Write back every record verbatim.

╭─ DATA FOR PROCESSING

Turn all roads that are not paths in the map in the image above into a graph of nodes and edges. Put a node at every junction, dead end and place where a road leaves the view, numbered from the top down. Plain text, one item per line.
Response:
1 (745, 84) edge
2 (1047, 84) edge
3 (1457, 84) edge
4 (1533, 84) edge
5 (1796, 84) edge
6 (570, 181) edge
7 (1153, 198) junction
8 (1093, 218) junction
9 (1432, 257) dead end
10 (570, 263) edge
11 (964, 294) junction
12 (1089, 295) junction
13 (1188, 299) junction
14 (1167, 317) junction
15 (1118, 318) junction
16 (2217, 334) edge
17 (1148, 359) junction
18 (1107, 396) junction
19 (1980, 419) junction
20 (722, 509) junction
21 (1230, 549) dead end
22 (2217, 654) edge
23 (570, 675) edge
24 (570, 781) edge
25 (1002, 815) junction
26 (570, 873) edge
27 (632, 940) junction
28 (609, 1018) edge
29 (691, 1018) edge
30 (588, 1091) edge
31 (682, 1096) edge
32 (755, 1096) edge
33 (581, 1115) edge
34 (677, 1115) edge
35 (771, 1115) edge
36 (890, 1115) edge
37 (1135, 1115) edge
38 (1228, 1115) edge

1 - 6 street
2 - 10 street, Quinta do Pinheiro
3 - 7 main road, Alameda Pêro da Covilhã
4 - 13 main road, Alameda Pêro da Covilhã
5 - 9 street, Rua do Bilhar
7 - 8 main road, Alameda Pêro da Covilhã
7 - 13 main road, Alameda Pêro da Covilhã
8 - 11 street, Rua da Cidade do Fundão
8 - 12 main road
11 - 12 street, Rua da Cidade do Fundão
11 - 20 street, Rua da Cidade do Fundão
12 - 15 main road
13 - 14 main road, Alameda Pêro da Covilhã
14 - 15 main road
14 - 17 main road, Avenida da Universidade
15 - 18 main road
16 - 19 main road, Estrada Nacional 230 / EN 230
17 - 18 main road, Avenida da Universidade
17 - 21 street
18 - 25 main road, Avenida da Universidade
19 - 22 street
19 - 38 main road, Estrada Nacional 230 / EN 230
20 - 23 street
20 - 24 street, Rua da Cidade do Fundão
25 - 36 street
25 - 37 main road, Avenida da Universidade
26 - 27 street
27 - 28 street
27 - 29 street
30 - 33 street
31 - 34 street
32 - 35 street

╰─

§ **EXERCISE RESPONSE**:
Turn all roads that are not paths in the map in the image above into a graph of nodes and edges. Put a node at every junction, dead end and place where a road leaves the view, numbered from the top down. Plain text, one item per line.
Response:
1 (745, 84) edge
2 (1047, 84) edge
3 (1457, 84) edge
4 (1533, 84) edge
5 (1796, 84) edge
6 (570, 181) edge
7 (1153, 198) junction
8 (1093, 218) junction
9 (1432, 257) dead end
10 (570, 263) edge
11 (964, 294) junction
12 (1089, 295) junction
13 (1188, 299) junction
14 (1167, 317) junction
15 (1118, 318) junction
16 (2217, 334) edge
17 (1148, 359) junction
18 (1107, 396) junction
19 (1980, 419) junction
20 (722, 509) junction
21 (1230, 549) dead end
22 (2217, 654) edge
23 (570, 675) edge
24 (570, 781) edge
25 (1002, 815) junction
26 (570, 873) edge
27 (632, 940) junction
28 (609, 1018) edge
29 (691, 1018) edge
30 (588, 1091) edge
31 (682, 1096) edge
32 (755, 1096) edge
33 (581, 1115) edge
34 (677, 1115) edge
35 (771, 1115) edge
36 (890, 1115) edge
37 (1135, 1115) edge
38 (1228, 1115) edge

1 - 6 street
2 - 10 street, Quinta do Pinheiro
3 - 7 main road, Alameda Pêro da Covilhã
4 - 13 main road, Alameda Pêro da Covilhã
5 - 9 street, Rua do Bilhar
7 - 8 main road, Alameda Pêro da Covilhã
7 - 13 main road, Alameda Pêro da Covilhã
8 - 11 street, Rua da Cidade do Fundão
8 - 12 main road
11 - 12 street, Rua da Cidade do Fundão
11 - 20 street, Rua da Cidade do Fundão
12 - 15 main road
13 - 14 main road, Alameda Pêro da Covilhã
14 - 15 main road
14 - 17 main road, Avenida da Universidade
15 - 18 main road
16 - 19 main road, Estrada Nacional 230 / EN 230
17 - 18 main road, Avenida da Universidade
17 - 21 street
18 - 25 main road, Avenida da Universidade
19 - 22 street
19 - 38 main road, Estrada Nacional 230 / EN 230
20 - 23 street
20 - 24 street, Rua da Cidade do Fundão
25 - 36 street
25 - 37 main road, Avenida da Universidade
26 - 27 street
27 - 28 street
27 - 29 street
30 - 33 street
31 - 34 street
32 - 35 street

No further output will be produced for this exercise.